The price of gasoline depends largely on the cost of oil, but not only on that. Factors such as also influence:

  • Refining costs
  • Transport and distribution
  • Taxes
  • Commercial margins

Even so, crude oil remains the central element. When it rises in international markets, service stations quickly adjust their prices to reflect that increase.

The “rocket” effect: rapid and immediate increases

One of the most visible aspects for consumers is the speed with which gasoline rises.

In economic terms, this is explained because companies anticipate the replacement cost of fuel. That is to say, they set prices taking into account how much it will cost to buy that product in the future, not just the price at which they acquired it previously.

That's why, when oil rises, the impact on gasoline is almost immediate.

The “feather” effect: why it takes so long to go down

The problem comes when oil goes down.

In that case, the price reduction at gas stations does not occur with the same speed. This asymmetric behavior is what is known as the “rockets and feathers” model: fast increases, slow decreases.

The explanation is in several factors:

  • The stations sell first the fuel bought at higher prices
  • There is a lag between the crude market and the final price
  • Logistical and fiscal costs do not change with the same speed

All this makes the consumer perceive a clear difference: when it rises, it does so suddenly; when it falls, it takes weeks to be noticed.

This behavior has an immediate effect on the pocket.
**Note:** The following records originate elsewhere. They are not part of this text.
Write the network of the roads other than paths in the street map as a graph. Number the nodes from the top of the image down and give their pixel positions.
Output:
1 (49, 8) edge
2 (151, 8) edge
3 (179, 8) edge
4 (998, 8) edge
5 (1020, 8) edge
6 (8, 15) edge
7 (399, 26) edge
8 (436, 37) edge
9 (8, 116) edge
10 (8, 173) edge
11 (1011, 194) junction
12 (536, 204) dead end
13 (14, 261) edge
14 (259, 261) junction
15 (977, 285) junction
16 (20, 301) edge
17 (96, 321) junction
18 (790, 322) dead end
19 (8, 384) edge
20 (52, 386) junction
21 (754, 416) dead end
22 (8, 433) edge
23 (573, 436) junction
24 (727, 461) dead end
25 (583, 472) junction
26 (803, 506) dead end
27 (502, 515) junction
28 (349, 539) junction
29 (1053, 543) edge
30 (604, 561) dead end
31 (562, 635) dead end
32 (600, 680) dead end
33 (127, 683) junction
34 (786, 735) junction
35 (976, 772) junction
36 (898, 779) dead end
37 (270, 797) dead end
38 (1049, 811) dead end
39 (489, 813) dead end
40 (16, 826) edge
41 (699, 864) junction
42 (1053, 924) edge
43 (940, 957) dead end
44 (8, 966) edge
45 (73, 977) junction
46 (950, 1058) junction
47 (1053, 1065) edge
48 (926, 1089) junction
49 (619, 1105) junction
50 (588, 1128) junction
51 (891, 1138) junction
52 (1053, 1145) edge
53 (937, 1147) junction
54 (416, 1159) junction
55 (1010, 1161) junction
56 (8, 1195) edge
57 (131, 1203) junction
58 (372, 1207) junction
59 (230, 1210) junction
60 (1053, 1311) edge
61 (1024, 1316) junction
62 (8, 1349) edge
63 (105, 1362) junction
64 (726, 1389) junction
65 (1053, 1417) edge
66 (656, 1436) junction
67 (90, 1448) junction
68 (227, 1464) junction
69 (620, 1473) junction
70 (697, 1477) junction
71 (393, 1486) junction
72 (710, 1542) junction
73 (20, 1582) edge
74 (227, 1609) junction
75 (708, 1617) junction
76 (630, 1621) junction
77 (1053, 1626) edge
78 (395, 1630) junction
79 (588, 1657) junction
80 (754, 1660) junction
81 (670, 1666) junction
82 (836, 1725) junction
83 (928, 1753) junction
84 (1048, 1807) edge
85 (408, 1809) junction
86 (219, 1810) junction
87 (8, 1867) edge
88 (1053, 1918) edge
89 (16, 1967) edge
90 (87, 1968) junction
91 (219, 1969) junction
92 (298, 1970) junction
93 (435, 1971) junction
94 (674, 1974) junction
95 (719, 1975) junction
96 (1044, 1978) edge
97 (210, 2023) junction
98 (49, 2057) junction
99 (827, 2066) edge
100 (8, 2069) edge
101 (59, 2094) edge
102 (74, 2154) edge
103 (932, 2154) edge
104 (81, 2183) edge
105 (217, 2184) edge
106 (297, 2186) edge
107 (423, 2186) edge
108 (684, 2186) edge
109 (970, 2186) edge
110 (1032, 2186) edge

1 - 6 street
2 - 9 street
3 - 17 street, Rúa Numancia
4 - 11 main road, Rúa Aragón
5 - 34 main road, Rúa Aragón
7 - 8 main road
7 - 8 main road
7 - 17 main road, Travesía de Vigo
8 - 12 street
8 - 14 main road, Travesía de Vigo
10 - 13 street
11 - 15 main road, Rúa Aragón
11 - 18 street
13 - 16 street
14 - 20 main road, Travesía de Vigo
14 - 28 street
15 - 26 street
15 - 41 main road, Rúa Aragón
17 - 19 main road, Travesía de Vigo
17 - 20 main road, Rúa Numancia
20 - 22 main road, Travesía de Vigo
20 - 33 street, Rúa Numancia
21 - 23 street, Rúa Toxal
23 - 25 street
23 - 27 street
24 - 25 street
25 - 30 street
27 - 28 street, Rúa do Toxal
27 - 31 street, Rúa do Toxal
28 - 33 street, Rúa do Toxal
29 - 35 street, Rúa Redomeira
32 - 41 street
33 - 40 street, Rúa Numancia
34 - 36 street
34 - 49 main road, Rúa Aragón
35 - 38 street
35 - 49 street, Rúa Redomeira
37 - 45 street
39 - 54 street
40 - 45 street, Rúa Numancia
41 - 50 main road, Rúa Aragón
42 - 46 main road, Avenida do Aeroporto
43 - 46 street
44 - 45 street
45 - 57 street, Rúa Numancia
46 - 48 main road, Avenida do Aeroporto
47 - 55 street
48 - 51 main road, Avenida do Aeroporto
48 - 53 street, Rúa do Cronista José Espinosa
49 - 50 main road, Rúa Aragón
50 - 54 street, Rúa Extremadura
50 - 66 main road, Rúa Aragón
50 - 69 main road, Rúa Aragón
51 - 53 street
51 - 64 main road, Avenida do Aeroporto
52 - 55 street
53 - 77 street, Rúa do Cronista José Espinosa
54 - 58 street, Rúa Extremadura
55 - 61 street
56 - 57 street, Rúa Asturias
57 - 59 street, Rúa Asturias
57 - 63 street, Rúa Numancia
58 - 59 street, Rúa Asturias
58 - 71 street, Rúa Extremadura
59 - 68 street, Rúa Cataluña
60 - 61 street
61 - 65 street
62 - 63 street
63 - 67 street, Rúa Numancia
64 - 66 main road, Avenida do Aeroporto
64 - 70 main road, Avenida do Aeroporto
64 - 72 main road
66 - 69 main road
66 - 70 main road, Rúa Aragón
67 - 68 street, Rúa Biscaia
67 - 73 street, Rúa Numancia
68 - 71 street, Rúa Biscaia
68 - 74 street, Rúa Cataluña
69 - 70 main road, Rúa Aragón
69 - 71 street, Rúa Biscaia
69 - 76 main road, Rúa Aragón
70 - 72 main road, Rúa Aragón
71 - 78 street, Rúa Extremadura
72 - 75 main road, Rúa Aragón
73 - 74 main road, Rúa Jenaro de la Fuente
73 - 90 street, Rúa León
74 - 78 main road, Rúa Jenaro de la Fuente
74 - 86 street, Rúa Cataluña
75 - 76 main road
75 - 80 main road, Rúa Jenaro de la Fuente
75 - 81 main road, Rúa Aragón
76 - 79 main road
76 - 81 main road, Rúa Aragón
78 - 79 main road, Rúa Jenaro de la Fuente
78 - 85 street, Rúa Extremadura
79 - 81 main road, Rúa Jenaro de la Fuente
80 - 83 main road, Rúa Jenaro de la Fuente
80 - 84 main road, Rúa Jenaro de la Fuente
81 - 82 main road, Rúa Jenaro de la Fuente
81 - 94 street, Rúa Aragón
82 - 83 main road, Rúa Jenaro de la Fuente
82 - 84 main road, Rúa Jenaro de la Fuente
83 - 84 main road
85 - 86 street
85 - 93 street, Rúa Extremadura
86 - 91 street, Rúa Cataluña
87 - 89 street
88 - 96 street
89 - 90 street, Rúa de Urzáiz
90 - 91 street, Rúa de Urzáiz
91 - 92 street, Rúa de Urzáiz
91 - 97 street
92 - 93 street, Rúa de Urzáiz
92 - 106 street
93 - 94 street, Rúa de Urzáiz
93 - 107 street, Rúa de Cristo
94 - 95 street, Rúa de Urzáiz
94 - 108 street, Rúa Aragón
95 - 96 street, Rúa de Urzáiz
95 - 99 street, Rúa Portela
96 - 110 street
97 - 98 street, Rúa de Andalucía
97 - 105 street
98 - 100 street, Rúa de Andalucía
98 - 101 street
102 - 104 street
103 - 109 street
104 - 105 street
In a matter of days, the cost of filling the tank can increase significantly, which directly affects monthly household expenditure.

Furthermore, this rise not only affects those who use the car daily. It also impacts the transport of goods, which can end up being passed on to the price of other products.

Why it does not go down at the same pace

Although oil becomes cheaper, the system does not react automatically. Companies must adjust their costs, manage inventories, and adapt to a market that does not respond instantly.

That's why, even at times when crude oil falls, prices at gas stations can remain high for longer than expected.

The “rocket and feather” effect is not new. It has been repeated in different episodes of energy crisis and becomes evident again in the current context.

Every time there is a sharp rise in oil, prices react quickly. But when the situation stabilizes, the drop arrives much more gradually.